BUSINESS LEADERS
When Aliko Dangote looks back and reflects on 2011, he probably does so with a big grin on his face, and rightly so.
Dangote was named the 2011 Business Leader of the Year at the African Business Awards, beating off competition from Nizar Juma of Jubilee Holdings, James Mwangi of Equity Bank, Phuthuma Freedom Nhleko of MTN and Vimal Shah of Bidco Oil Refineries.
At the same awards, organised by African Business and the Commonwealth Business Council, the Dangote Group was crowned African Business of the Year.
The name 'Dangote' is a household name in Nigeria, thanks to the Dangote Group's wide variety of products found on the country's supermarket shelves and beyond.
The biggest brand in the group is Dangote Cement, the largest company on the Nigerian Stock Exchange. Aliko Dangote, the founder, made the 2011 Forbes list of world billionaires in 2011 after his fortune increased by 557 percent, making him now worth an estimated $13.8 billion.
Those who haven't a Dangote product in their kitchen cupboards have probably seen a Dangote exporter truck or even helped to contribute to the Group's success indirectly seeing as it dominates the sugar market in the country, supplying soft drinks manufacturers, breweries and confectioners.
The Dangote Group has 13 subsidiaries spread all over Nigeria to include salt, flour, pasta, noodles, logistics, real estate, telecommunications, steel, oil and gas among others, and operates in 14 African countries.
So who is the man behind the multi-billion dollar fortune?
Well you don't become the second richest man in Africa and the Middle East, and the 51st richest man in the world without a fair amount of business acumen and bold leadership strategies.
Born in 1957, Alhaji Aliko Dangote was a graduate of Business Studies from the Al-Azahar University in Cairo, Egypt. His humble beginnings in business started in 1977 when he began trading in rice, sugar and cement, before he ventured into full-scale manufacturing.

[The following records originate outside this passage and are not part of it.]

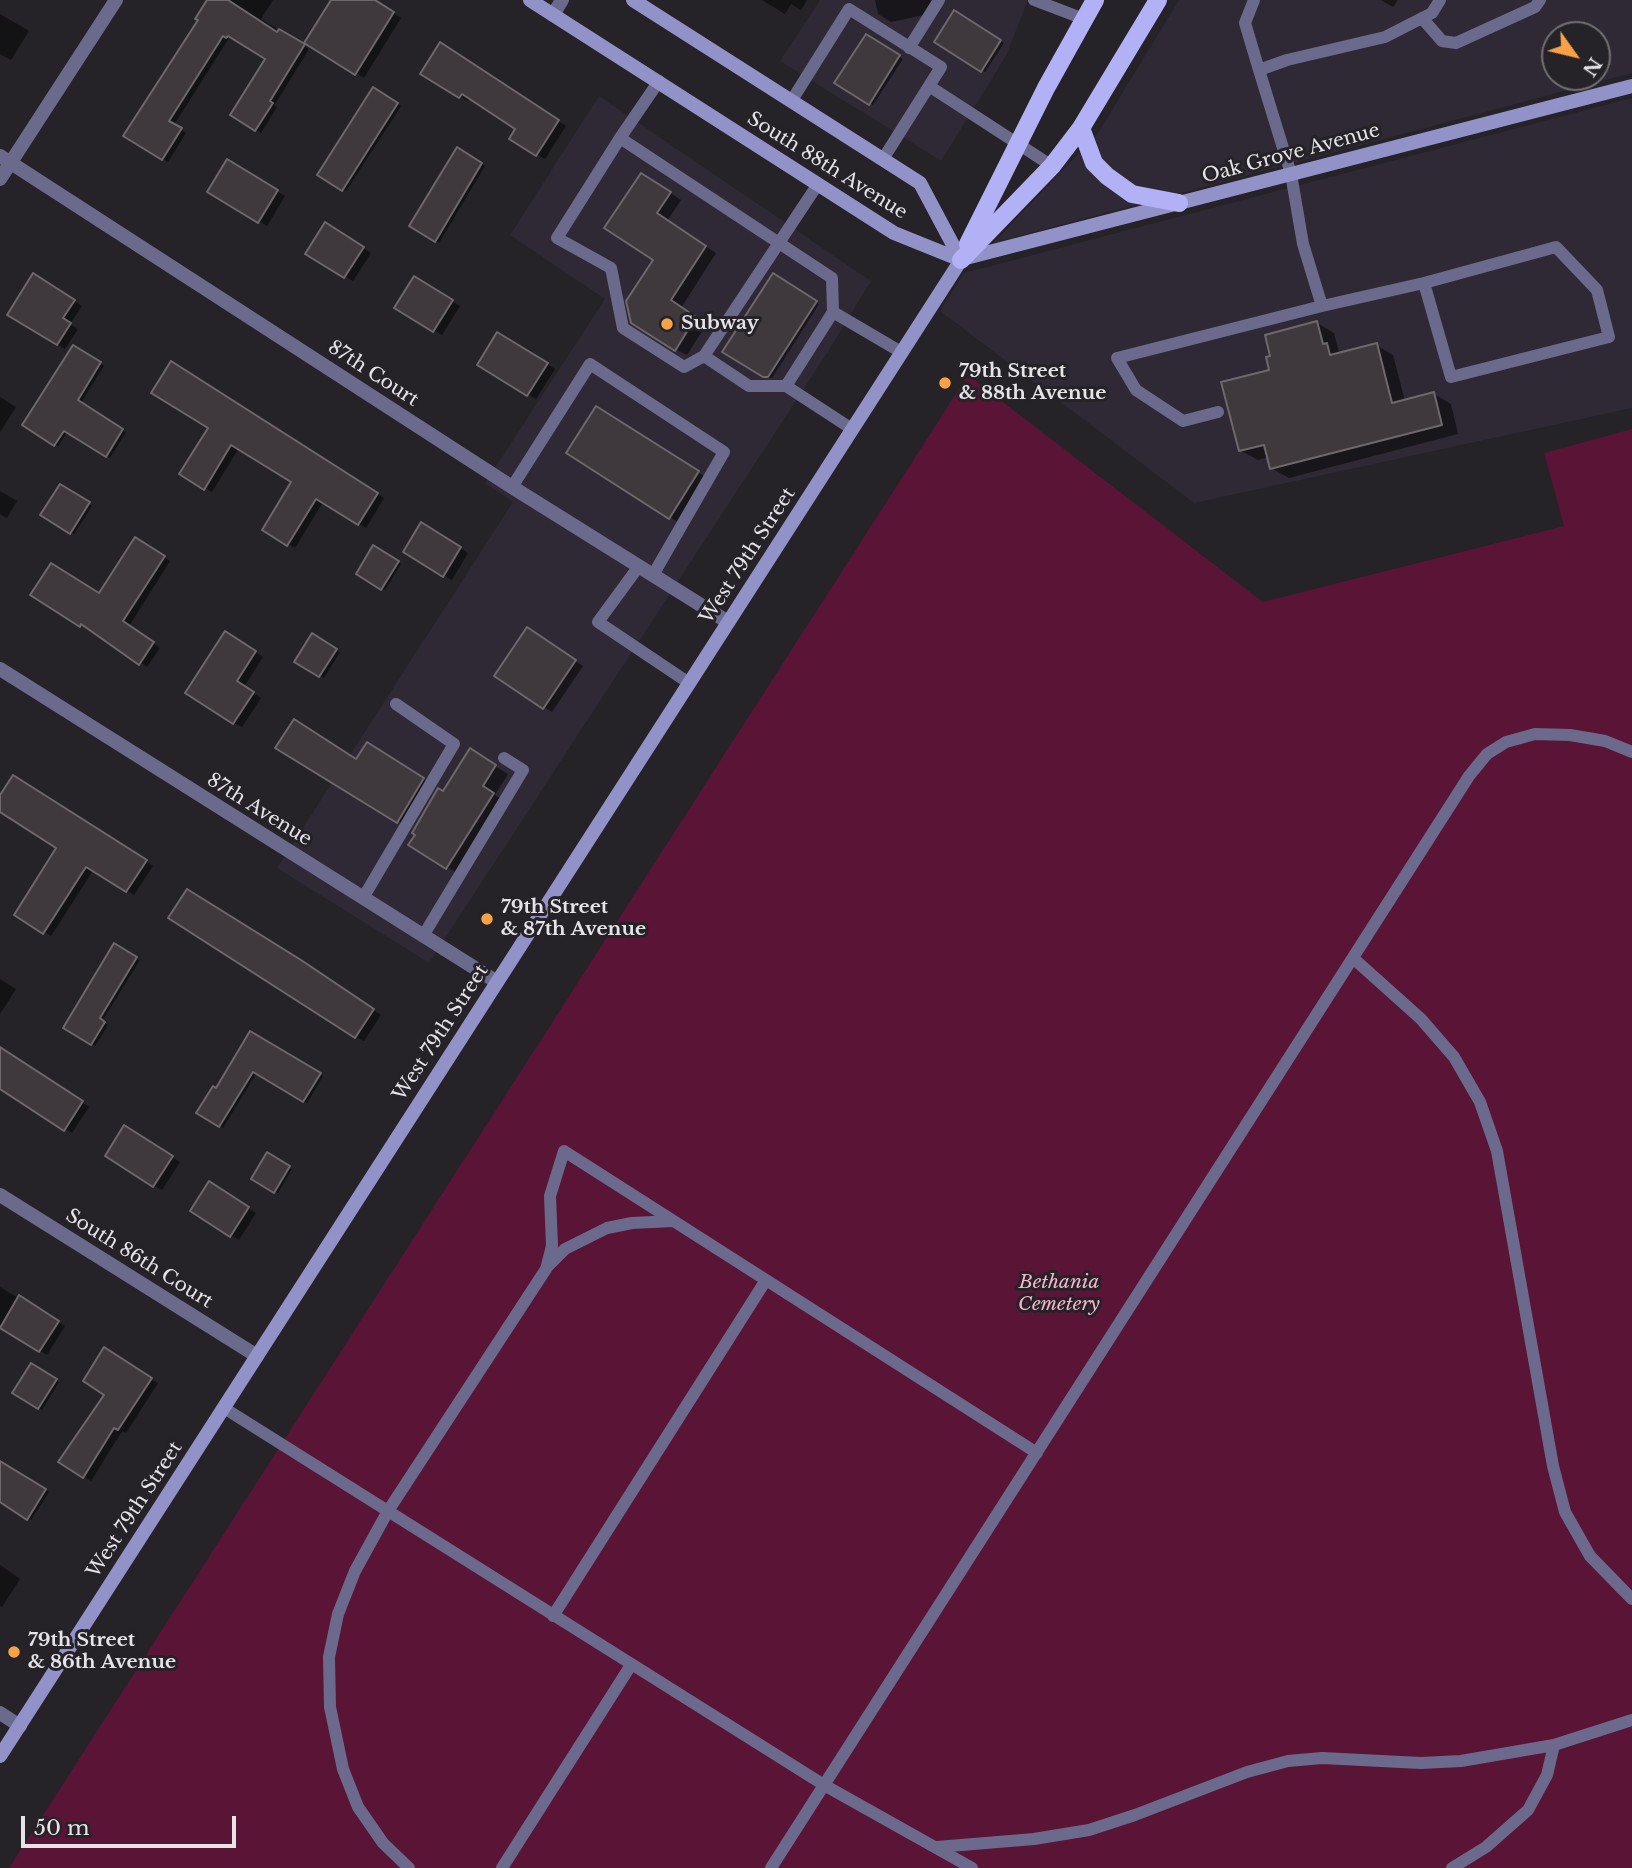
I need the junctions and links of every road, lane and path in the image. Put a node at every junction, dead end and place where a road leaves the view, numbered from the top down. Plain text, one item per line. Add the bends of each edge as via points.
1 (116, 0) edge
2 (530, 0) edge
3 (562, 0) edge
4 (633, 0) edge
5 (939, 0) edge
6 (1034, 0) edge
7 (1095, 0) edge
8 (1158, 0) edge
9 (1254, 0) edge
10 (1440, 0) edge
11 (1540, 0) edge
12 (553, 15) junction
13 (1422, 18) junction
14 (1084, 19) junction
15 (909, 48) junction
16 (1259, 70) junction
17 (659, 81) junction
18 (929, 86) junction
19 (1632, 86) edge
20 (792, 100) junction
21 (1081, 128) junction
22 (620, 138) junction
23 (1018, 143) junction
24 (5, 159) edge
25 (883, 159) junction
26 (1052, 166) junction
27 (1291, 174) junction
28 (0, 179) edge
29 (818, 184) junction
30 (1179, 203) junction
31 (779, 243) junction
32 (961, 260) junction
33 (1424, 283) junction
34 (1322, 306) junction
35 (833, 312) junction
36 (901, 352) junction
37 (704, 356) junction
38 (786, 386) junction
39 (1218, 412) dead end
40 (852, 429) junction
41 (512, 487) junction
42 (639, 566) junction
43 (653, 575) junction
44 (728, 622) junction
45 (0, 669) edge
46 (689, 683) junction
47 (396, 704) dead end
48 (1632, 752) edge
49 (504, 758) dead end
50 (363, 898) junction
51 (423, 936) junction
52 (1353, 958) junction
53 (497, 982) junction
54 (0, 1195) edge
55 (674, 1221) junction
56 (546, 1269) junction
57 (766, 1280) junction
58 (257, 1356) junction
59 (224, 1408) junction
60 (1037, 1453) junction
61 (388, 1511) junction
62 (1632, 1599) edge
63 (553, 1616) junction
64 (631, 1665) junction
65 (0, 1713) edge
66 (1632, 1720) edge
67 (20, 1726) junction
68 (1554, 1745) junction
69 (0, 1756) edge
70 (824, 1785) junction
71 (936, 1847) junction
72 (410, 1868) edge
73 (502, 1868) edge
74 (771, 1868) edge
75 (972, 1868) edge
76 (1452, 1868) edge

1 - 24 street
2 - 12 main road, South 88th Avenue
3 - 12 street
4 - 20 main road, South 88th Avenue
5 - 15 lane
6 - 14 lane
7 - 14 main road
8 - 21 main road
9 - 16 lane via 1245,23
10 - 13 lane via 1432,13
11 - 13 lane via 1535,7 1456,43 1442,41
12 - 17 main road, South 88th Avenue
13 - 16 lane via 1385,37
14 - 23 main road
15 - 18 lane via 941,67
15 - 20 lane via 849,9
16 - 27 lane
17 - 22 lane
17 - 29 main road, South 88th Avenue
18 - 23 lane
18 - 25 lane
19 - 27 main road, Oak Grove Avenue
20 - 25 main road, South 88th Avenue
21 - 26 main road
21 - 30 main road via 1094,163 1107,176 1132,194
22 - 31 lane
22 - 37 lane via 556,238 611,268 623,328 684,367
23 - 26 lane
23 - 32 main road
24 - 28 street
24 - 41 street, 87th Court
25 - 32 main road, South 88th Avenue via 920,183
26 - 32 main road
27 - 30 main road, Oak Grove Avenue
27 - 34 lane via 1303,244
29 - 31 lane
29 - 32 main road, South 88th Avenue via 894,233
30 - 32 main road, Oak Grove Avenue
31 - 35 lane via 832,278
31 - 37 lane
32 - 36 main road, West 79th Street
33 - 33 lane via 1556,247 1597,290 1609,337 1451,377
33 - 34 lane
34 - 39 lane via 1116,359 1136,390 1183,421
35 - 36 lane
35 - 38 lane
36 - 40 main road, West 79th Street
37 - 38 lane via 749,386
38 - 40 lane
40 - 44 main road, West 79th Street
41 - 42 street, 87th Court
41 - 43 lane via 590,364 724,452
42 - 43 street, 87th Court
42 - 46 lane via 598,622
43 - 44 street, 87th Court
44 - 46 main road, West 79th Street
45 - 50 street, 87th Avenue
46 - 53 main road, West 79th Street
47 - 50 lane via 454,744
48 - 52 lane via 1605,741 1535,734 1506,742 1487,754
49 - 51 lane via 523,770
50 - 51 street, 87th Avenue
51 - 53 street, 87th Avenue
52 - 60 lane
52 - 62 lane via 1446,1047 1480,1101 1497,1151 1565,1512 1590,1556
53 - 58 main road, West 79th Street
54 - 58 street, South 86th Court
55 - 56 lane via 607,1228 565,1249
55 - 56 lane via 564,1151 550,1196 552,1246
55 - 57 lane
56 - 61 lane
57 - 60 lane
57 - 63 lane
58 - 59 main road, West 79th Street
59 - 61 lane
59 - 67 main road, West 79th Street
60 - 70 lane
61 - 63 lane
61 - 72 lane via 338,1614 329,1657 330,1707 343,1769 358,1807 383,1843
63 - 64 lane
64 - 70 lane
64 - 73 lane
65 - 67 street
66 - 68 lane
67 - 69 main road, West 79th Street
68 - 71 lane via 1461,1761 1288,1761 1089,1830
68 - 76 lane via 1547,1775 1528,1810 1486,1847
70 - 71 lane
70 - 74 lane
71 - 75 lane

He established the Dangote Group as a trading business in 1981, initially focusing on cement. In the years that followed, this progressed into a conglomerate trading cement, sugar, flour, salt and fish.
In 1999, Dangote travelled to Brazil to study the up and coming manufacturing sector. It was this trip that signalled the real explosion in growth for the Dangote Group.
Dangote made the brave decision to change his Group from a trading based business into a complete manufacturing empire – exploiting a gap in Nigeria, a country which had previously relied on imports for consumable goods.
Since the millennium, Dangote's business plan has centred around the ambitious construction of flour mills, a sugar refinery and a pasta factory and in the same year the Group acquired government-owned Benue Cement. Obajana Cement Plant, the largest in sub-Saharan Africa, was opened in 2003.
The Group's core business of providing local, value-added products and services that meet the 'basic needs' of the Nigerian population has certainly worked. In 2010, it recorded a turnover in excess of $3 billion (N450 billion) and has much more potential, too.
In September it was announced that Dangote plans to build the largest fertiliser plant in Africa in an effort to aid the country’s agriculture industry and to cut down on food shortages, scheduled to come into operation by 2014.
When accepting his Business Leader award, Dangote said he was confident that a new era had begun in terms of doing business on the continent.
“Reforms are changing the face of doing business in the continent,” he said. “Over 84 percent of economies in sub-Saharan Africa have implemented regulatory reforms making it easier to do business.
“There are still challenges to doing business in Africa but there is hope. This is a new Africa. Governance is much better. Yes, there is corruption and it is still an issue. But looking at where we have come from, things are getting better and fast.”